PEBBLE BEACH, Calif. — Tom Watson used a word you don't hear much at the U.S. Open after shooting a one-under 70 in the third round at Pebble Beach on Saturday.
Actually, he said it twice.
"They put the tee up at 4 today, which is a lot of fun," Watson said after getting back to six over for the tournament. "It's a lot of fun to go ahead and take a crack at that green."
Fun. Watson was talking about the fact that the USGA moved the tees up 40 paces on the hole to turn it into a 284-yard par-4, playing straight downwind.
He used driver to almost get there, then made a chip and a putt to get down in 3. Dustin Johnson hit the green with a long iron and made the putt for eagle. Davis Love III reached with 3-wood and also made eagle.
"It wasn't my game plan to go birdie, birdie, eagle," said Love, who shot three-under 68 to get to four over for the tournament.
Tiger Woods anticipated the new tee, and though he failed to reach the green, he did make his first birdie of the day on No. 4, the spark that ignited his 66.
Turning the fourth hole into a par 3.5 was only one of the USGA's bold changes for the third round.
The seventh hole was abbreviated to only 99 yards, the first time a U.S. Open hole has been in double digits. Players like Ian Poulter still had trouble holding the green.
The third tee was moved up 34 paces to tempt players to try to drive the area in front of the raised putting surface, leaving only a long pitch for their second shot. The bold play backfired on Woods, who flew the green with his second shot and bogeyed.
"It's all fluid out here, because you have to make adjustments," he said. "We were all surprised they moved the tee up on three. It's not a tee they said they were going to move the tee up on. We knew the tee was going to move up on 4 one of the days, but definitely not 3. And again, I haven't hit driver there all week, not one. But today it was, hey, you've got to hit driver down there now."
Finally, the tee markers on the 206-yard, par-3 17th hole were moved left, onto the tee of the neighboring fourth hole. This time Woods liked the change, and birdied the hole.
Different is good, the marketers and politicians say, but when did the staid old USGA become Russell Brand? The organization used to be Judge Smails. That hasn't been the case under wild-and-crazy guy Mike Davis, the 45-year-old former Pennsylvania junior state golf champion who is in his fifth year as senior director of rules and competitions.
"I'd say we've done a 180-degree turn in philosophy since the 2002 Open," Davis told me for a profile in Golf Magazine back in 2008. "We used to not want to be flexible in the teeing grounds we used, but now there's a concerted effort to give the players a different look every day. We want them out on the course having to think right then and there. They used to know from practice rounds exactly how everything was going to be."

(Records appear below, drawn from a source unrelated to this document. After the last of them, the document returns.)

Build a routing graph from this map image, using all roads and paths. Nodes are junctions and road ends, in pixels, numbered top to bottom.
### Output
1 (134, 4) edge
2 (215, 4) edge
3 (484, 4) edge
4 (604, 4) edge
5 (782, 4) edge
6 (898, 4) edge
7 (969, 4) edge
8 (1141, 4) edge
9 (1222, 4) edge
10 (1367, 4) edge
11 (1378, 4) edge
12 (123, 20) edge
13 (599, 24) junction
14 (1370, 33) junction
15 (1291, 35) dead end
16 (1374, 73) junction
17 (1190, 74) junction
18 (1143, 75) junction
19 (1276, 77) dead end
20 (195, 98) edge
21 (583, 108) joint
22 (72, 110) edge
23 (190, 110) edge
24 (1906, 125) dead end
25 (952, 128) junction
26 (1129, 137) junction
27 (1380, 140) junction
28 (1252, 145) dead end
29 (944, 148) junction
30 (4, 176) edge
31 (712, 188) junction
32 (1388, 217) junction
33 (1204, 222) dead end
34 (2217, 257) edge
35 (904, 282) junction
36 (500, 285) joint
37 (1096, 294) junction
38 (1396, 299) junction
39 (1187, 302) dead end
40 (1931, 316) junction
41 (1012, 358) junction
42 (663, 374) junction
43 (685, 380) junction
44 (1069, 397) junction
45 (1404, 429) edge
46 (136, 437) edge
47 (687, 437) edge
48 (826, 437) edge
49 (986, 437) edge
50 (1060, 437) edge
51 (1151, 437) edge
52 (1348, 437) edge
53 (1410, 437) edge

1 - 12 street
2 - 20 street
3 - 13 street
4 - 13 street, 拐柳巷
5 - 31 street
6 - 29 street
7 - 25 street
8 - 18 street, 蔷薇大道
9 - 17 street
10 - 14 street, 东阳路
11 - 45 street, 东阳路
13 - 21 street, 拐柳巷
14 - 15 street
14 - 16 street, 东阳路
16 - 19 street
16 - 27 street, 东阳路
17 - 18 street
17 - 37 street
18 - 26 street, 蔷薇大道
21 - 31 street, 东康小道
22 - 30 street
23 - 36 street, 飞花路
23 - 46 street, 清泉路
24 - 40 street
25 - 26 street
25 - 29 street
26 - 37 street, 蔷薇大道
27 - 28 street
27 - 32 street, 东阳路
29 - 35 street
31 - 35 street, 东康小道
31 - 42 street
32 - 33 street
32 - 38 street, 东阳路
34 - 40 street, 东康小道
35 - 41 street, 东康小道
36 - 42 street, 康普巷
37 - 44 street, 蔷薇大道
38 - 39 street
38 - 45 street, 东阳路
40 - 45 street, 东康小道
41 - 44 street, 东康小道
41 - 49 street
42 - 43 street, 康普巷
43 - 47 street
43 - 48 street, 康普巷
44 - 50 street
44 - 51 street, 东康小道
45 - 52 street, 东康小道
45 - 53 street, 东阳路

Woods's surprise at the new tee on three said it all: Players are now on their back foot, dealing with a golf course that can be transformed literally overnight.
This year's biggest innovation was the decision, made in concert with Arnold Palmer Design, to move Pebble's fairways closer to the cliffs along the Pacific Ocean and shave any rough that might save off-line shots from bounding haplessly into oblivion.

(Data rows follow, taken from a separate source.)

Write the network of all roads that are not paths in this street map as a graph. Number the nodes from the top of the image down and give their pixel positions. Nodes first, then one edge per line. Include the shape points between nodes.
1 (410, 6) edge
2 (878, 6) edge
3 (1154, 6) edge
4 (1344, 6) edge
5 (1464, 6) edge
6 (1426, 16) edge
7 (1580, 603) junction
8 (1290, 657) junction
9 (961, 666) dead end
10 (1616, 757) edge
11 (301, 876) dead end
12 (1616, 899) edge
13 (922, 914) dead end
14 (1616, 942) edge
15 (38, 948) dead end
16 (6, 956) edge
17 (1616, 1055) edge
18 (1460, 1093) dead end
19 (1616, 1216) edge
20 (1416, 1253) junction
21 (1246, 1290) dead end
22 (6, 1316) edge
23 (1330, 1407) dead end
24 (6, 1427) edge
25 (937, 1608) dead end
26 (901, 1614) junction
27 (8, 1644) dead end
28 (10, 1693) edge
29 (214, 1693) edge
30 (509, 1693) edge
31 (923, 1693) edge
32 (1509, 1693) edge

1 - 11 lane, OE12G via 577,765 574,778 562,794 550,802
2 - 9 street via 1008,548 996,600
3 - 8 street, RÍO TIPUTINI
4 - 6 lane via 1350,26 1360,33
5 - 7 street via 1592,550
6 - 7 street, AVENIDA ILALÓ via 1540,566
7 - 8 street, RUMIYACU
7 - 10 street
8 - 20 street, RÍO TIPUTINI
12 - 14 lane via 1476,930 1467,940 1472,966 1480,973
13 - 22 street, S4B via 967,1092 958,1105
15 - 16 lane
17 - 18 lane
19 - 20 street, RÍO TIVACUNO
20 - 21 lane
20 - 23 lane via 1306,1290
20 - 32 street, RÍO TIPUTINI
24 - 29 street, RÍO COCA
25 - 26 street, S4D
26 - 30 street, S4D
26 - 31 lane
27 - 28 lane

Those changes kneecapped Phil Mickelson, who fought a losing battle with the cliffs of doom Saturday as he double-bogeyed the par-4 ninth hole.
Davis has broken new ground with his imaginative course setups, starting with the graduated-rough concept that began five years ago. Mickelson loves it. Woods loves it. Vijay Singh loves it, as does every other player for whom length off the tee is usually an advantage.
The driveable par-4 concept was a hit at the 2008 Open at Torrey Pines, as was the revelation of prime-time golf.
The leaders began late in the afternoon again at Pebble on Saturday, at 3:50 p.m., meaning they played the back nine through cocktail hour, ensuring a rowdy crowd.
Phil Mickelson, who was off at 3:30, joked about the unusually late tee times after his round Friday.
"It's weird because I thought Augusta was late at 3," he said. "I mean, 4 o'clock, I'm driving home, getting the kids ready for doing their homework, getting ready for bed."
But the USGA isn't about to let a little thing like that get in the way. Prime time means big ratings. Said Rand Jerris, the USGA's managing director of communications, "The intent is to get as many people watching as possible."
Thanks to the USGA's willingness to add wrinkles like the driveable fourth, there's more to watch. As Watson said, it's fun. Even at a U.S. Open, isn't that the point?